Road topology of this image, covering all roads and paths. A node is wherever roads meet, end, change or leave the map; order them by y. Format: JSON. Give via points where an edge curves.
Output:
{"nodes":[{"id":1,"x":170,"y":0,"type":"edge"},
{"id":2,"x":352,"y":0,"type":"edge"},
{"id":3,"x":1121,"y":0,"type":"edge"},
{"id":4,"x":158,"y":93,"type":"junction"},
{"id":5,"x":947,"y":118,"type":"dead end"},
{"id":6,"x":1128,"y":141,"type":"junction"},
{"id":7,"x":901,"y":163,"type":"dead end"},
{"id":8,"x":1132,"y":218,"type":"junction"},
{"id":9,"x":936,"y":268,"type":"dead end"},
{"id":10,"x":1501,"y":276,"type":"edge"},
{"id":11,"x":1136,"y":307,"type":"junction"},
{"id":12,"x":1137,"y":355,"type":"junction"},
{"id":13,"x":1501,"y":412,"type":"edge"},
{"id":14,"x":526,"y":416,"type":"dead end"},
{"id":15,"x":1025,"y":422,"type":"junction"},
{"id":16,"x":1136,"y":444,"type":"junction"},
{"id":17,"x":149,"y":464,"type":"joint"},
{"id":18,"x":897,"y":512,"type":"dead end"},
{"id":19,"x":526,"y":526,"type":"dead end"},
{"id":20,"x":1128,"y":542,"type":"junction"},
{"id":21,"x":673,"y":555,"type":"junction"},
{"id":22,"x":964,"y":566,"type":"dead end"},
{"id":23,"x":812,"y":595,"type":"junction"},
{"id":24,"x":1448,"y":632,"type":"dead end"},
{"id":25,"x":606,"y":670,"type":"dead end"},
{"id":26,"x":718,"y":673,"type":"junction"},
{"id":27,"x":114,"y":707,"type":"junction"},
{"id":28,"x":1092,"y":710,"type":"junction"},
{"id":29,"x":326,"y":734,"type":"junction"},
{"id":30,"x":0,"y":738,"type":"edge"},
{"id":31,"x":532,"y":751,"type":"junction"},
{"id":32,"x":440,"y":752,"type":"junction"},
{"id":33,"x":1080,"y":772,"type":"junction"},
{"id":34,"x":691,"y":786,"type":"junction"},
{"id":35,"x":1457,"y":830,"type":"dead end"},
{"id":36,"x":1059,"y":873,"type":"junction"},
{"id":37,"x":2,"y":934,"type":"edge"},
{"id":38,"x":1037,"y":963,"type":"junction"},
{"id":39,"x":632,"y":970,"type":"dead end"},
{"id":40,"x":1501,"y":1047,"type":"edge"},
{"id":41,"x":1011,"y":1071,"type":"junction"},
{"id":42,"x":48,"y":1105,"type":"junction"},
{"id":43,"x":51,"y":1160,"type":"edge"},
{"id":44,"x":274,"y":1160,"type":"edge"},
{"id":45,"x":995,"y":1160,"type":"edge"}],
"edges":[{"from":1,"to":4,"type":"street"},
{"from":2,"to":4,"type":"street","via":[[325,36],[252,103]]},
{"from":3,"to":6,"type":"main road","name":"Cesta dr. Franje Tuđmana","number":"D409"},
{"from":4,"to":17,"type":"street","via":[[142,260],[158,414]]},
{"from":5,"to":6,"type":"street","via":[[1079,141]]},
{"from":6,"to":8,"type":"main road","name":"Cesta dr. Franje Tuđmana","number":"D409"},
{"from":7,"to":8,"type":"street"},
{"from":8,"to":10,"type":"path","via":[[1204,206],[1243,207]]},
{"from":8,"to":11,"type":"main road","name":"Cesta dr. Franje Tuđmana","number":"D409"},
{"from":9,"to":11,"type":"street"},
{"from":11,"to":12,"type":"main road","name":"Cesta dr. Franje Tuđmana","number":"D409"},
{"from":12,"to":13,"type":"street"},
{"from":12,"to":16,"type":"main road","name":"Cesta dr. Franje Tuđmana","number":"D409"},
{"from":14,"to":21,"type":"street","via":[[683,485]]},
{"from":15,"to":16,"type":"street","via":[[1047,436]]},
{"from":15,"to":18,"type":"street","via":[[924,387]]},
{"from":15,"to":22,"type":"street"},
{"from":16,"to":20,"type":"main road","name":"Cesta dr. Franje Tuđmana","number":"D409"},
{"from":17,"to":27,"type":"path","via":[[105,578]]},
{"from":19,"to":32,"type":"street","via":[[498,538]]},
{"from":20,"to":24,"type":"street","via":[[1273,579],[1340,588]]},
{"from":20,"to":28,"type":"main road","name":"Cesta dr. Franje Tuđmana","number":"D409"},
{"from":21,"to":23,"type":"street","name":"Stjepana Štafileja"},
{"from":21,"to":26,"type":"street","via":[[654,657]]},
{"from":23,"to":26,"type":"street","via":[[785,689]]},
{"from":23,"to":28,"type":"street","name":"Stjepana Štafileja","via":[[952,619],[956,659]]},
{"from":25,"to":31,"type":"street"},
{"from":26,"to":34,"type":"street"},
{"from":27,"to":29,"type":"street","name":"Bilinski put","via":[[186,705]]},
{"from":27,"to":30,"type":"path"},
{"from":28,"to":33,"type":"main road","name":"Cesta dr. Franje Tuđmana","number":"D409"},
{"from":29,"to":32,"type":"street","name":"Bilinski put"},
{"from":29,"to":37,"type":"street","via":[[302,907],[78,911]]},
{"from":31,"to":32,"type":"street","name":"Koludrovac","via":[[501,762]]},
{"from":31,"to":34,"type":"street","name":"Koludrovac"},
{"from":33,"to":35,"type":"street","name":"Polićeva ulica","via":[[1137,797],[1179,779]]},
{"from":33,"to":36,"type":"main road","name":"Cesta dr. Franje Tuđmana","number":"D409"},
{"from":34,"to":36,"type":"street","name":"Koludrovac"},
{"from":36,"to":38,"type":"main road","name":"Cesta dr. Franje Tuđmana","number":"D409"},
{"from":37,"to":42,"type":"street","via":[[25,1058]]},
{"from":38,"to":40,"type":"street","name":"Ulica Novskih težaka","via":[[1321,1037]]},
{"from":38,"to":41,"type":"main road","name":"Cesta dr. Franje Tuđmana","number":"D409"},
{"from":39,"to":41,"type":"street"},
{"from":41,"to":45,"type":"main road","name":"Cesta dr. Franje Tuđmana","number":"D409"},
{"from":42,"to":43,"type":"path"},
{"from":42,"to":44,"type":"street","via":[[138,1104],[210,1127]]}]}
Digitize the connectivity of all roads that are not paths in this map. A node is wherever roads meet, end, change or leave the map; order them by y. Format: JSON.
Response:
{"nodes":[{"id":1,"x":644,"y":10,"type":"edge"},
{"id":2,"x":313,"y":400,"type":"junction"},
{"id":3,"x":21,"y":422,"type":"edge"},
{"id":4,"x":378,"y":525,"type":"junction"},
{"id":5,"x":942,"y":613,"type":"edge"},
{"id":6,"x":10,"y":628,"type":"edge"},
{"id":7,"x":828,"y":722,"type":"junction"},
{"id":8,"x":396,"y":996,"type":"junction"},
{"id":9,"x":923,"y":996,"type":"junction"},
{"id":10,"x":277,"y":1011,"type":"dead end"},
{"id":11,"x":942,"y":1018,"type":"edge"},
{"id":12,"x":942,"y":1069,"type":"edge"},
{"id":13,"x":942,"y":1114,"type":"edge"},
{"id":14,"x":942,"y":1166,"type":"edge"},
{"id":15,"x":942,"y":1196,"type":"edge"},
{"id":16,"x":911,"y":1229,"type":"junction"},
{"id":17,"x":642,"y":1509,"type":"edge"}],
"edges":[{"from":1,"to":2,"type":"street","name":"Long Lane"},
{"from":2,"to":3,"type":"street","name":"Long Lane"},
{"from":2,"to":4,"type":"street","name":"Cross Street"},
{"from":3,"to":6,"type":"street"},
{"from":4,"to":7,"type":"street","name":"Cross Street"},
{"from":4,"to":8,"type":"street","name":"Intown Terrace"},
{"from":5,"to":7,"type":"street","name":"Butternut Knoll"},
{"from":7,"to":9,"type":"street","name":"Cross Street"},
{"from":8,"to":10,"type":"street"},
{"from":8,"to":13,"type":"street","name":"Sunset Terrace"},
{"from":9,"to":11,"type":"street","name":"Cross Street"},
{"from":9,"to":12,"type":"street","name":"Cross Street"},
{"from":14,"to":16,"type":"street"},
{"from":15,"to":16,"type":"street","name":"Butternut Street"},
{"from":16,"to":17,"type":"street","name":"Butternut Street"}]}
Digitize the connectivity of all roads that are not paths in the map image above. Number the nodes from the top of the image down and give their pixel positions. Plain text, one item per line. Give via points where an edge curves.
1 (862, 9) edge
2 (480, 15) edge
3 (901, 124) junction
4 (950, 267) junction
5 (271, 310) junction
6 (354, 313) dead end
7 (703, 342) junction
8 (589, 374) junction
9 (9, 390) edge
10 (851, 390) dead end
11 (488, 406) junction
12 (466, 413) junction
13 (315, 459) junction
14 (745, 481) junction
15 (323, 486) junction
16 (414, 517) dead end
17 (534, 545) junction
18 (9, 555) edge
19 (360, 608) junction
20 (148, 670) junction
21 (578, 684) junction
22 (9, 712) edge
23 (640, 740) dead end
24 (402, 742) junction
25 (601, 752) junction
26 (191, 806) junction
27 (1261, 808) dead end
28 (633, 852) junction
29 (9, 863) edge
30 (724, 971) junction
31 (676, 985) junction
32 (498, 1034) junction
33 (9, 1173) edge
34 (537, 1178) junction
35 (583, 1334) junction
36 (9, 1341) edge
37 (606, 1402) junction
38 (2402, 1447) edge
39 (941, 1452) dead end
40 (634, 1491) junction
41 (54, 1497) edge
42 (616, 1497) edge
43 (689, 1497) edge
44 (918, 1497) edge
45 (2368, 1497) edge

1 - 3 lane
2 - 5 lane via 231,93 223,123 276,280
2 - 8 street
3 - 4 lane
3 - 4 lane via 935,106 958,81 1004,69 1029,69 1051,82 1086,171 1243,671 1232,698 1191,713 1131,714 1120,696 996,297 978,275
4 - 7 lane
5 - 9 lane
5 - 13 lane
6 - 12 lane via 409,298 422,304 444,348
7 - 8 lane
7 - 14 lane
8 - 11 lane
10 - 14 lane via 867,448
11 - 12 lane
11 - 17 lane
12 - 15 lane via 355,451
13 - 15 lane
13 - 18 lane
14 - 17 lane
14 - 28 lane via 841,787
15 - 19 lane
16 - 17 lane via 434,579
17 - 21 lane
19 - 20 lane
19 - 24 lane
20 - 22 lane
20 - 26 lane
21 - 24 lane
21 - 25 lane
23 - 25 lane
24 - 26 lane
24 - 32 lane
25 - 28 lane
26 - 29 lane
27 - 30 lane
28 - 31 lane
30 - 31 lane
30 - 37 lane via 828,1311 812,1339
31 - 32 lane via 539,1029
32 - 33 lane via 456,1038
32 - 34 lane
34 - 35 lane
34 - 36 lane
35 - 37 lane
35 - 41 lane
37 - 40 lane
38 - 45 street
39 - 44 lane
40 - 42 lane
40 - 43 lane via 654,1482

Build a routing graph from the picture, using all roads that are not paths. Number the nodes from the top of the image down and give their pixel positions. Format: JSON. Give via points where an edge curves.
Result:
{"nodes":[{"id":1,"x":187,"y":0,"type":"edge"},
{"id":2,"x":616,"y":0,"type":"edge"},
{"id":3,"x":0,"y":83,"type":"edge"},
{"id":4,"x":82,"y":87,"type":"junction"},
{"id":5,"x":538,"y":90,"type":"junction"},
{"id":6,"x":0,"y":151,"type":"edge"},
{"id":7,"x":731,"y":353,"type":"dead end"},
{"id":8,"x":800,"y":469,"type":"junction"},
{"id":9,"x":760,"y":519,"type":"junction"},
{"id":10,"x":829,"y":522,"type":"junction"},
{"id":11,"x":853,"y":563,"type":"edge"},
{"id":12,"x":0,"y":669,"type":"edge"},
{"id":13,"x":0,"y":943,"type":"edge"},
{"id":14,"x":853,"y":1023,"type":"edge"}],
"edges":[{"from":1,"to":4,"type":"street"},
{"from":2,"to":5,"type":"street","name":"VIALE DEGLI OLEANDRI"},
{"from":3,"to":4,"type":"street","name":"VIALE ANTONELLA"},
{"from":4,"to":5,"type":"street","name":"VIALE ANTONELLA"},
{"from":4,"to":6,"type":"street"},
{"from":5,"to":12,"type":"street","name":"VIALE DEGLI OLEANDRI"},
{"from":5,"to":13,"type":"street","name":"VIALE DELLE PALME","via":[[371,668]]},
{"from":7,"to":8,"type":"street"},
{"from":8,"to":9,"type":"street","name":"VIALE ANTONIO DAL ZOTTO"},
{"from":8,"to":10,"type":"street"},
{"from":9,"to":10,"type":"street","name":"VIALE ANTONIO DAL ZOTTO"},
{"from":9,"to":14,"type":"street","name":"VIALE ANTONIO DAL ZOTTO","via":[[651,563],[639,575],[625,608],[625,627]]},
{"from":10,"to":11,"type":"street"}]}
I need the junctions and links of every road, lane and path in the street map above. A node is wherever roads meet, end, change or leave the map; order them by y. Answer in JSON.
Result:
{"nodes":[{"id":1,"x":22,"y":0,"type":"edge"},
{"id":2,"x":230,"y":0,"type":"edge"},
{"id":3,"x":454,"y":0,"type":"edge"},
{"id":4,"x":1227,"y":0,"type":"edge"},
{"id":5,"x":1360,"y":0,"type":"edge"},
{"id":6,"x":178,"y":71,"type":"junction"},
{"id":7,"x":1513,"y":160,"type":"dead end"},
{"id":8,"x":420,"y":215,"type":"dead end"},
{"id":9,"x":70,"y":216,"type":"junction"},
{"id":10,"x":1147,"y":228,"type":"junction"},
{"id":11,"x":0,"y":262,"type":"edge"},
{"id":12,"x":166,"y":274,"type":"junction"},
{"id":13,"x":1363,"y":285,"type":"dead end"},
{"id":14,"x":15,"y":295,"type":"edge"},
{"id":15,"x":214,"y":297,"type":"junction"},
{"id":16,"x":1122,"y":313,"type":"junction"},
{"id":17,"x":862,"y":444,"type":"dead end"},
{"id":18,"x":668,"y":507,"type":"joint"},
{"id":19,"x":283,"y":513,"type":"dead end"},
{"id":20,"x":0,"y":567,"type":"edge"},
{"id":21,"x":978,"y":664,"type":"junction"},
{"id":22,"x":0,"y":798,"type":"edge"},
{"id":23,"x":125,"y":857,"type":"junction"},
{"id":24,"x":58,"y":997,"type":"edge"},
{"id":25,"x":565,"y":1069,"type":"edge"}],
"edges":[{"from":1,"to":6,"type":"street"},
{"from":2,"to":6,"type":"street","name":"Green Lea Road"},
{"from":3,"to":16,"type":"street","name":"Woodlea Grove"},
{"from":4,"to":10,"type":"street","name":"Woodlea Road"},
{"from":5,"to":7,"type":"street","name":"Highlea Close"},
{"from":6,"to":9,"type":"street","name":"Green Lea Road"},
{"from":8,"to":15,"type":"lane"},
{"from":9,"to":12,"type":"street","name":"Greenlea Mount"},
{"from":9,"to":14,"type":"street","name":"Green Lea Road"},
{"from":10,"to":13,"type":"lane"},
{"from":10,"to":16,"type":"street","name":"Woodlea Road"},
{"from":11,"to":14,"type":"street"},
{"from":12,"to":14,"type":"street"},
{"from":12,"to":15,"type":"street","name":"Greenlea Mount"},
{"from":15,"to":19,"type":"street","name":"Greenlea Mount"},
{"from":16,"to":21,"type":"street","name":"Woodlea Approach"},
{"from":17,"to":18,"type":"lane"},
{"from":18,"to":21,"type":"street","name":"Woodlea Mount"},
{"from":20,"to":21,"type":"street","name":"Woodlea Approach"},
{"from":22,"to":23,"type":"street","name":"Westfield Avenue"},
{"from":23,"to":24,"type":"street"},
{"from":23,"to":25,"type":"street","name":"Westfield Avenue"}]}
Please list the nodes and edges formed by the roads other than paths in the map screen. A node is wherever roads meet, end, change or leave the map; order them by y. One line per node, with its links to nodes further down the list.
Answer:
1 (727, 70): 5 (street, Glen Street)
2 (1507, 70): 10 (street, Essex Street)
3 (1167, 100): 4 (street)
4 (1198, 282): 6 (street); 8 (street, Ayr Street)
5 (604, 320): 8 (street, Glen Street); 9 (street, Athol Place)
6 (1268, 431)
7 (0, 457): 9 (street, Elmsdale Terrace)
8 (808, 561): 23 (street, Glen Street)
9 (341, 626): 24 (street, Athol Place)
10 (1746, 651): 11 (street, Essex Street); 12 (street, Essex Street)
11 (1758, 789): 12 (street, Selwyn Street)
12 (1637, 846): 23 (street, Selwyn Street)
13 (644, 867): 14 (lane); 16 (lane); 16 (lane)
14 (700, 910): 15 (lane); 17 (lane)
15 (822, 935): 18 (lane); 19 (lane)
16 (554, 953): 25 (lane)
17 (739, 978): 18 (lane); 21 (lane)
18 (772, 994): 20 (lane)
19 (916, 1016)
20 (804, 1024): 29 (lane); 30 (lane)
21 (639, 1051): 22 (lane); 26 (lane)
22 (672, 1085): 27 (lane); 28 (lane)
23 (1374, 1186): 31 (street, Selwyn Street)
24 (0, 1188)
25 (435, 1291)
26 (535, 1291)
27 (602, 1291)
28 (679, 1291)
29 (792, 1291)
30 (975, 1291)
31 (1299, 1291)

_WHAT IS NEEDED:_ Whenever the word "Approach" shows up in a line of the entries, copy that line.

_EXERCISE RESPONSE:_
{"from":16,"to":21,"type":"street","name":"Woodlea Approach"},
{"from":20,"to":21,"type":"street","name":"Woodlea Approach"},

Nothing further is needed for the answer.